>>>

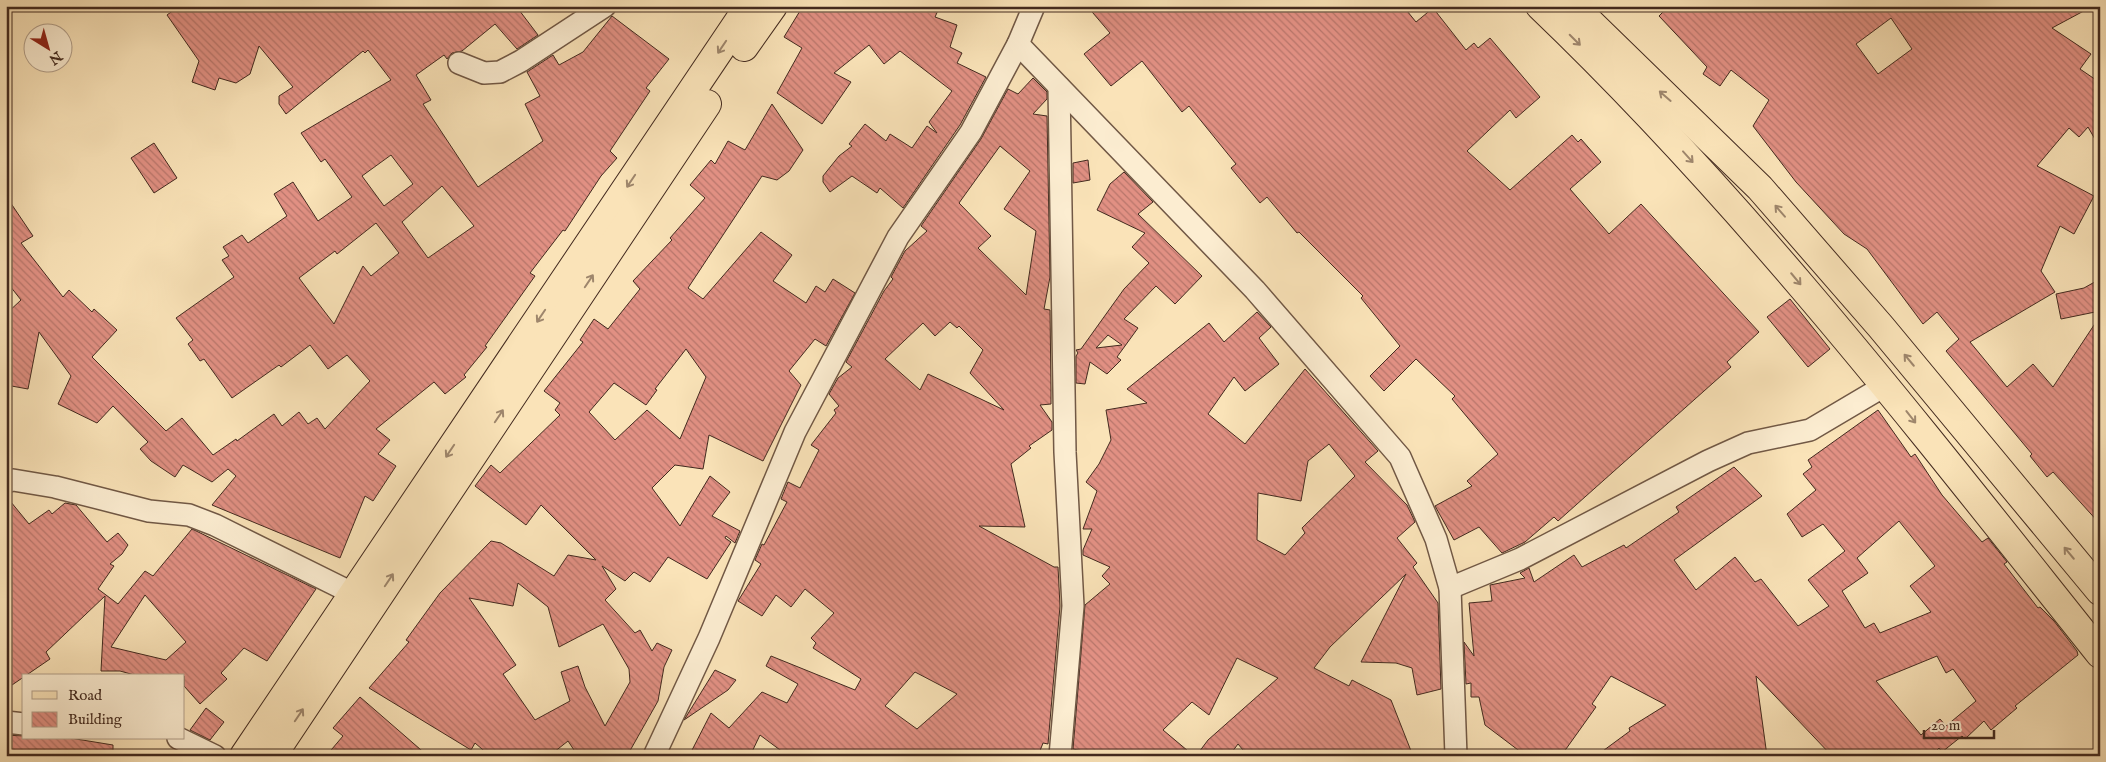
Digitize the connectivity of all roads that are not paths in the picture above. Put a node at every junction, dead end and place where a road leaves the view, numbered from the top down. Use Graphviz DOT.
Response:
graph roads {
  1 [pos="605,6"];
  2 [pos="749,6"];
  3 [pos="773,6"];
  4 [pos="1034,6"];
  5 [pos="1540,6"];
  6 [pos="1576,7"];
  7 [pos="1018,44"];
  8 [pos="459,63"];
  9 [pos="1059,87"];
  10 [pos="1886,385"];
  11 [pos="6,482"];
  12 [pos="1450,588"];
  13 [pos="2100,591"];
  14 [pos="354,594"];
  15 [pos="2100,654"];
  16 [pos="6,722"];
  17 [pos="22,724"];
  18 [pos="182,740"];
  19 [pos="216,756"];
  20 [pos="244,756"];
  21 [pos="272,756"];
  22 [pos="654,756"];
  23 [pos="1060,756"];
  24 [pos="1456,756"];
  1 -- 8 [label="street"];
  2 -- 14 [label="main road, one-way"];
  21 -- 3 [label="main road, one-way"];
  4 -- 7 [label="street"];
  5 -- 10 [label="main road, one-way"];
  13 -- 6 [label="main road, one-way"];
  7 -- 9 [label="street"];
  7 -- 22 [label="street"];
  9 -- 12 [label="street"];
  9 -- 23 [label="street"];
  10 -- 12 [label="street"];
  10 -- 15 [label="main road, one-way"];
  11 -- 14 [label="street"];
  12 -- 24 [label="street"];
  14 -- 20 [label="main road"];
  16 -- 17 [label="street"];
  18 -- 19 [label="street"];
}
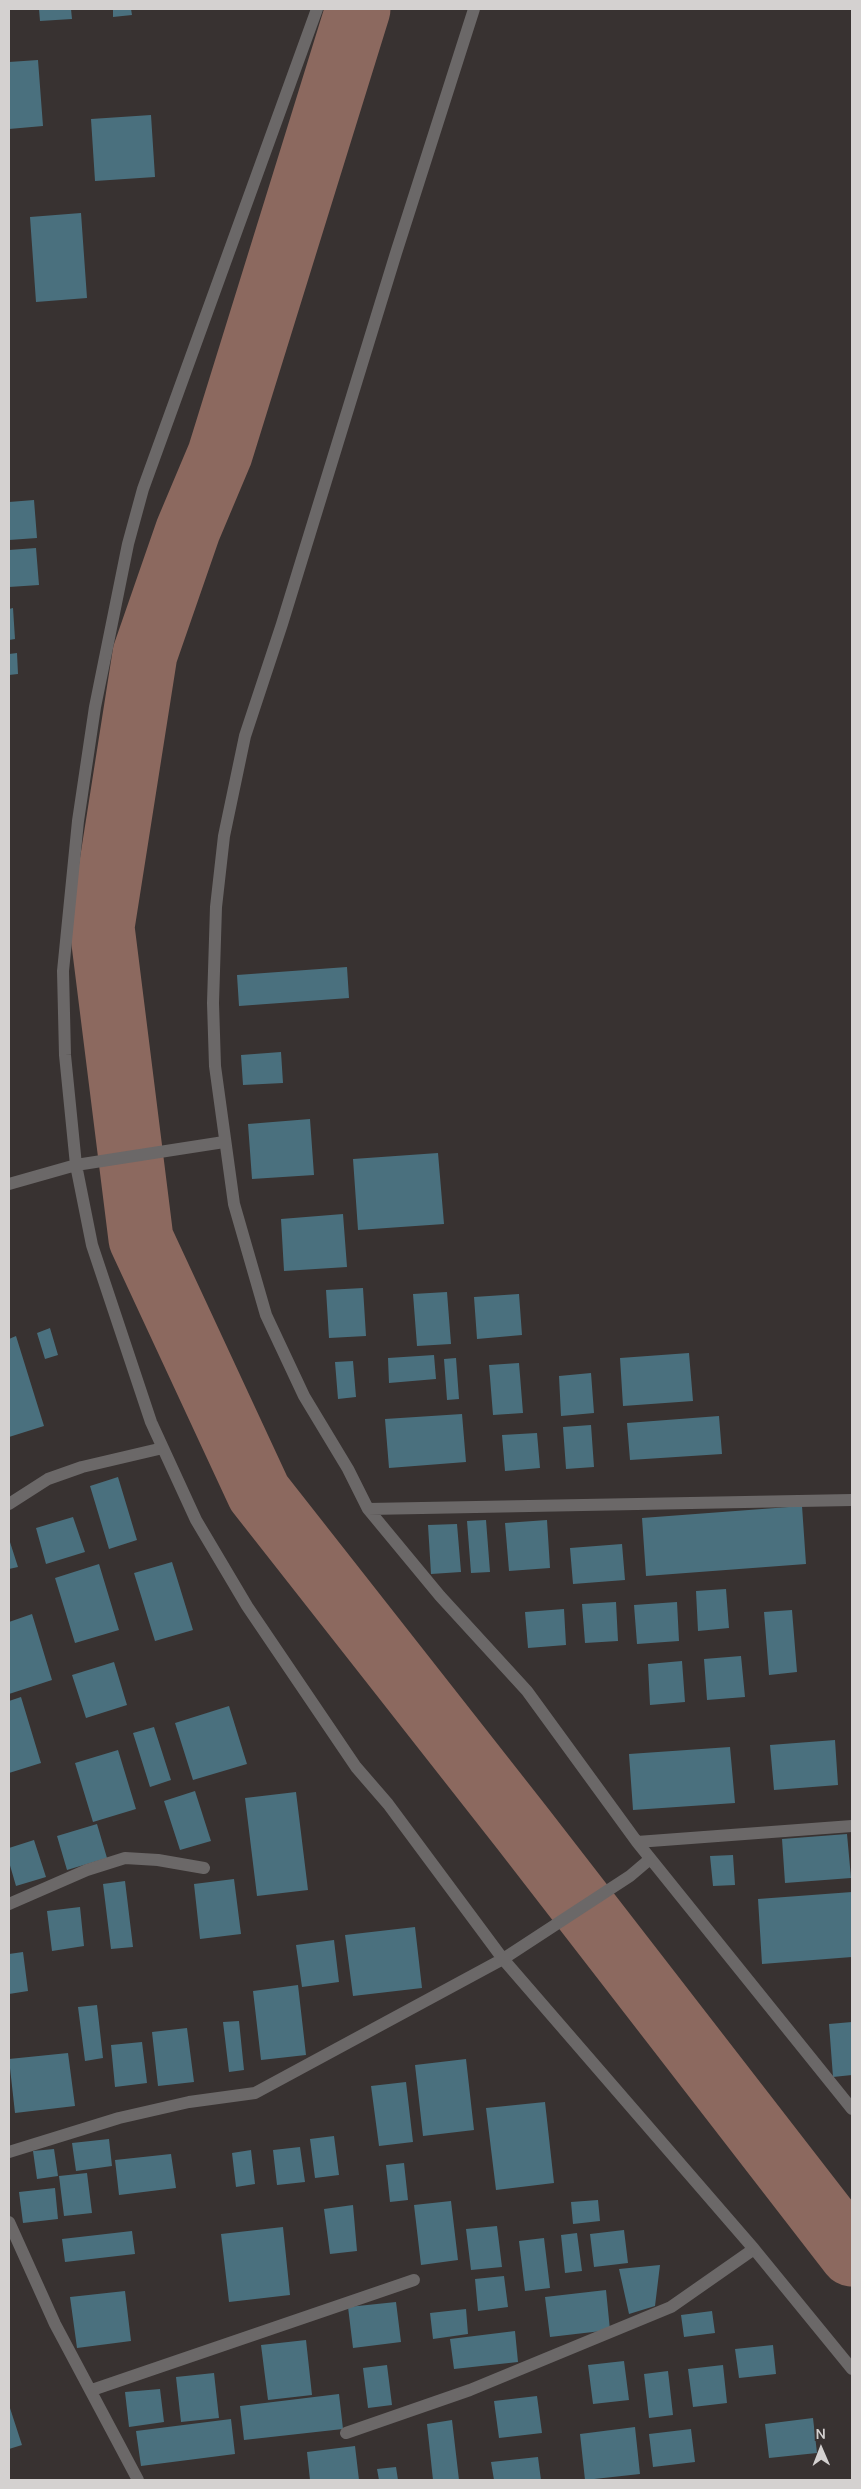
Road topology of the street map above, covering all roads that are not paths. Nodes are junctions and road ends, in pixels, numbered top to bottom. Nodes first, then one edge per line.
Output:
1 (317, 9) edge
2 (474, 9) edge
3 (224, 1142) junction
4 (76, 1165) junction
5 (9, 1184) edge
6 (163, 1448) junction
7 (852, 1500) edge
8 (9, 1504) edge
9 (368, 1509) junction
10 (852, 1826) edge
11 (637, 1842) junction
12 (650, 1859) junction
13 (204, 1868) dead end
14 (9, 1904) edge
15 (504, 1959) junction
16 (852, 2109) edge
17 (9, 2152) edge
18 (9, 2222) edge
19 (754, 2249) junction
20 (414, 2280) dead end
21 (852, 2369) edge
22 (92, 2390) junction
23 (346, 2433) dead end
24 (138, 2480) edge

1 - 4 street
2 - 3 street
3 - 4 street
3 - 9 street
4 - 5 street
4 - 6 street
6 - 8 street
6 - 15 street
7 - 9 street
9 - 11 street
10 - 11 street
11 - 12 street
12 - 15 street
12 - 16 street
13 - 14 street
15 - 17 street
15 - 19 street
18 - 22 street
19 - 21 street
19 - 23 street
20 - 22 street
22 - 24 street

<<<

Output exactly the lines from the one with "Road topology of" through the final line of the listing above.

RESPONSE AREA ▸
Road topology of the street map above, covering all roads that are not paths. Nodes are junctions and road ends, in pixels, numbered top to bottom. Nodes first, then one edge per line.
Output:
1 (317, 9) edge
2 (474, 9) edge
3 (224, 1142) junction
4 (76, 1165) junction
5 (9, 1184) edge
6 (163, 1448) junction
7 (852, 1500) edge
8 (9, 1504) edge
9 (368, 1509) junction
10 (852, 1826) edge
11 (637, 1842) junction
12 (650, 1859) junction
13 (204, 1868) dead end
14 (9, 1904) edge
15 (504, 1959) junction
16 (852, 2109) edge
17 (9, 2152) edge
18 (9, 2222) edge
19 (754, 2249) junction
20 (414, 2280) dead end
21 (852, 2369) edge
22 (92, 2390) junction
23 (346, 2433) dead end
24 (138, 2480) edge

1 - 4 street
2 - 3 street
3 - 4 street
3 - 9 street
4 - 5 street
4 - 6 street
6 - 8 street
6 - 15 street
7 - 9 street
9 - 11 street
10 - 11 street
11 - 12 street
12 - 15 street
12 - 16 street
13 - 14 street
15 - 17 street
15 - 19 street
18 - 22 street
19 - 21 street
19 - 23 street
20 - 22 street
22 - 24 street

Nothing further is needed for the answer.